Goodness, well, that was painful. Hours gone!
As Thunderbird says, it is trusting that CA to vouch for SSL certs... ONLY SSL certs!
There are options in openssl.cnf for "keyUsage" and "extendedKeyUsage". But I wasn't able to get these to be recognized in /etc/ssl/openssl.cnf.
Using openssl x509 -in mykey.crt -text
I was not able to verify if this setting was doing anything.
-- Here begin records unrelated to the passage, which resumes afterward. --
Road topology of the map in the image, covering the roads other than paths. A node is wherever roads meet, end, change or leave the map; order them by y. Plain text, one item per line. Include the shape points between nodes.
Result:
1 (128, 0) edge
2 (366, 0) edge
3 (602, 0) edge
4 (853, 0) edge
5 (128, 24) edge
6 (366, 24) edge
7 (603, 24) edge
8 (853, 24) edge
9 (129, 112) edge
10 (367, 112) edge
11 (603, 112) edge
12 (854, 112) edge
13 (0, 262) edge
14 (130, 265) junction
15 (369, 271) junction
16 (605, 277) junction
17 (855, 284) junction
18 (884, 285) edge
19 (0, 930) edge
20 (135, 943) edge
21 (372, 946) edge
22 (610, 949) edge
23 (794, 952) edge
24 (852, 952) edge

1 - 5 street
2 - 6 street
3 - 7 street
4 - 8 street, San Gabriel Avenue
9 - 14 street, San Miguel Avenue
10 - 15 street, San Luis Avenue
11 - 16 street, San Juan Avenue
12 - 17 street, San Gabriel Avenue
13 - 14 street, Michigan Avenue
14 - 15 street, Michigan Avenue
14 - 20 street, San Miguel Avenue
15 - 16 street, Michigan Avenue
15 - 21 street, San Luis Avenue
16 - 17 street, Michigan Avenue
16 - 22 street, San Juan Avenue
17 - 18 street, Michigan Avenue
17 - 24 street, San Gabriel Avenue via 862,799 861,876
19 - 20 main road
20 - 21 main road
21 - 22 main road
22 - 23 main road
The trick is to make a local one, called basic.cnf:
[ req ]
default_bits = 2048
distinguished_name = req_distinguished_name
prompt = no
[ req_distinguished_name ]
C = {Country}
ST = {Provice/State}
L = {City}
O = {Org}
OU = {Org Unit}
CN = [email protected]
emailAddress = [email protected]
Probably can be even more stripped down that that. Apparently the default one packaged with Ubuntu 14.04 is limiting the uses of the key. Because with this, I can use my usual incantations to make keys and certificates, but with a new -config option to point to that stripped down config file:
KEYNAME=test_key
openssl genrsa -des3 -out ${KEYNAME}_private.pem 1024 -config basic.cnf
openssl req -new -key ${KEYNAME}_private.pem -out ${KEYNAME}.csr
openssl x509 -req -days 3650 -in ${KEYNAME}.csr -signkey ${KEYNAME}_private.pem -out ${KEYNAME}.crt
openssl pkcs12 -export -inkey ${KEYNAME}_private.pem -in ${KEYNAME}.crt -out ${KEYNAME}.p12
Then, importing the .crt into Thunderbird, I see this now:
And everything's happy again (after importing the new keys, etc.)